*** Dataset records Section Begins ***

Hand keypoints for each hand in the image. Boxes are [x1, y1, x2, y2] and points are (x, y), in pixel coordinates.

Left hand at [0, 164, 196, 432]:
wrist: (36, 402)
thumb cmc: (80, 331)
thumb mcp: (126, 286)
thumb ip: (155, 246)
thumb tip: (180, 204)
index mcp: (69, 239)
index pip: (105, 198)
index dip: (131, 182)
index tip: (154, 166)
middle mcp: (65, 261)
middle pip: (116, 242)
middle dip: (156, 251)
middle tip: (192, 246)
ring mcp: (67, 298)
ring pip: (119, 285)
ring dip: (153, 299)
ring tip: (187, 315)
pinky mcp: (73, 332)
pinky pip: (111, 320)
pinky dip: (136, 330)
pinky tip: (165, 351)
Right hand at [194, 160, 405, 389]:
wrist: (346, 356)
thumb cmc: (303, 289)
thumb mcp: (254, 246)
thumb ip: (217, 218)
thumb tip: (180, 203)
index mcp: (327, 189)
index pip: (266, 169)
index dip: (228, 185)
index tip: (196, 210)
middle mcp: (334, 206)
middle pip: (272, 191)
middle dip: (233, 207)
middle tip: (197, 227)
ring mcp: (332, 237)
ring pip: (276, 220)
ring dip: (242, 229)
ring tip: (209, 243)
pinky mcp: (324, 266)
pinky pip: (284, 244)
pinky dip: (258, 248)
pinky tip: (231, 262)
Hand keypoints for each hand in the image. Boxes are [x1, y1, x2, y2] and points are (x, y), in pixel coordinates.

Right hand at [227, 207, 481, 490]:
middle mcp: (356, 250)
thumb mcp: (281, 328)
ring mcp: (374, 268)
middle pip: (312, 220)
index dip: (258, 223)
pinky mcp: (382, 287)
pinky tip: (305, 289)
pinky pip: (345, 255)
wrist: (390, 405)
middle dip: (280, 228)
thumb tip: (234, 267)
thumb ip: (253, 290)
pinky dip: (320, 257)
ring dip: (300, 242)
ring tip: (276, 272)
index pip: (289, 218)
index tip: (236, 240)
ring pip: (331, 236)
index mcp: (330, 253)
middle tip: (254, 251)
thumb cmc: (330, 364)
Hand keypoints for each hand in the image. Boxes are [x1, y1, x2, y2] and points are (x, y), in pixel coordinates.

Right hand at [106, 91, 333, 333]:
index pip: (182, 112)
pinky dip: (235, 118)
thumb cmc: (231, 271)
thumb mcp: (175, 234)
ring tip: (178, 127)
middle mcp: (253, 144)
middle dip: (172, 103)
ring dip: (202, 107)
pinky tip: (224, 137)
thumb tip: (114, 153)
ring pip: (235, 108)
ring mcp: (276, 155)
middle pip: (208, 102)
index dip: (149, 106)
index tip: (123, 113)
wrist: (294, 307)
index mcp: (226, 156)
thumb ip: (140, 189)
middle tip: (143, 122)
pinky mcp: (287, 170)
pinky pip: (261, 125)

*** Dataset records Section Ends ***
*** Dataset records Section Begins ***

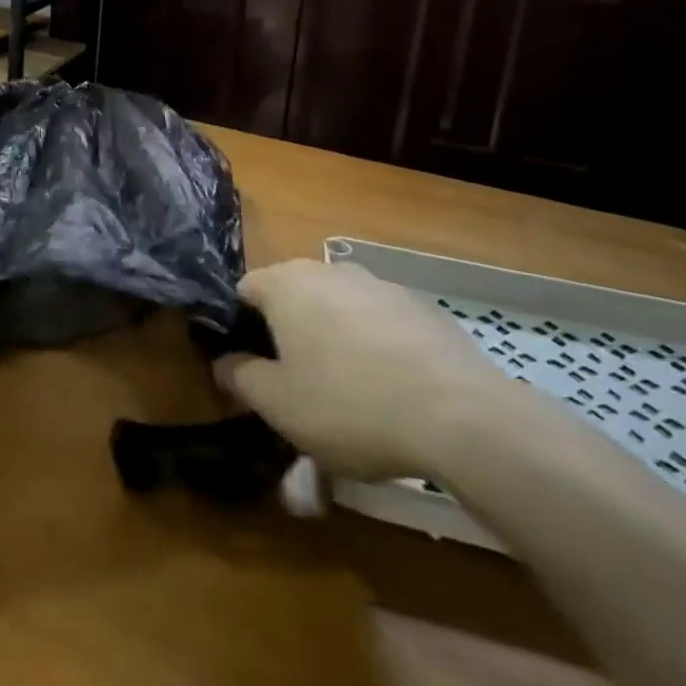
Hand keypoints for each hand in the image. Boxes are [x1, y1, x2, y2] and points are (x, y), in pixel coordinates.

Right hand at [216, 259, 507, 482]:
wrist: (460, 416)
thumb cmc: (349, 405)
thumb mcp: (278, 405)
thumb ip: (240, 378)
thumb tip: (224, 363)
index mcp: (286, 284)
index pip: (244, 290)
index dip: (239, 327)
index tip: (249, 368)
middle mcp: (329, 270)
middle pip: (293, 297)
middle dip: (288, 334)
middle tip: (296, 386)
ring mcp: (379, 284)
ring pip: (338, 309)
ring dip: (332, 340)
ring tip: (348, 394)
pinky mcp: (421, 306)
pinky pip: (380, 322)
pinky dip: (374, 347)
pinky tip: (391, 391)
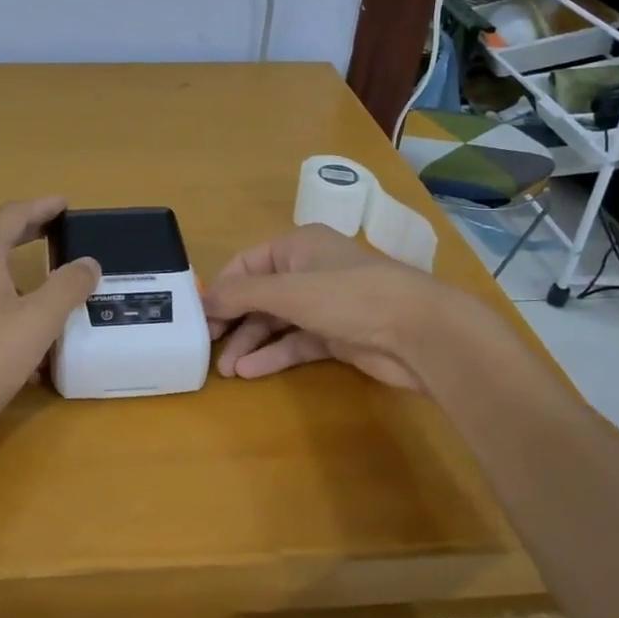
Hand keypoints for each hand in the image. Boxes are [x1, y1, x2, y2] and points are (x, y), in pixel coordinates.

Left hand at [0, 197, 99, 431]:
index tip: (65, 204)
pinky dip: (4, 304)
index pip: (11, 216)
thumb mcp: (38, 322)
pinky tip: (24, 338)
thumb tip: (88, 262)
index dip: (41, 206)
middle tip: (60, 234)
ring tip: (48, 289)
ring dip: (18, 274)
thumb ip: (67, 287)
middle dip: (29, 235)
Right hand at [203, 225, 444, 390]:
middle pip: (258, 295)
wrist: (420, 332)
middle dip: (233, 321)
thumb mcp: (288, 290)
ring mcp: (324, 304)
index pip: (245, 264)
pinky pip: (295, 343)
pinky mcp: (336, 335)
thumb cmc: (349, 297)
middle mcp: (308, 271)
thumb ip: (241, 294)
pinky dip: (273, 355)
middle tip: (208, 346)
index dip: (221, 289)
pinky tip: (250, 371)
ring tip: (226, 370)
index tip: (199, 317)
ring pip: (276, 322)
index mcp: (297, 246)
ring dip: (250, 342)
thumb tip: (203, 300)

*** Dataset records Section Ends ***

▶ **Task directions**
In the listing above, find the line containing "ring mcp: (324, 304)" and the line containing "thumb tip: (203, 300)", then repeat those two lines and everything between them exactly.

▶ **Written answer**
ring mcp: (324, 304)
index pip: (245, 264)
pinky pip: (295, 343)
pinky mcp: (336, 335)
thumb cmc: (349, 297)
middle mcp: (308, 271)
thumb ip: (241, 294)
pinky dip: (273, 355)
middle tip: (208, 346)
index dip: (221, 289)
pinky tip: (250, 371)
ring tip: (226, 370)
index tip: (199, 317)
ring pip: (276, 322)
index mcp: (297, 246)
ring dip: (250, 342)
thumb tip: (203, 300)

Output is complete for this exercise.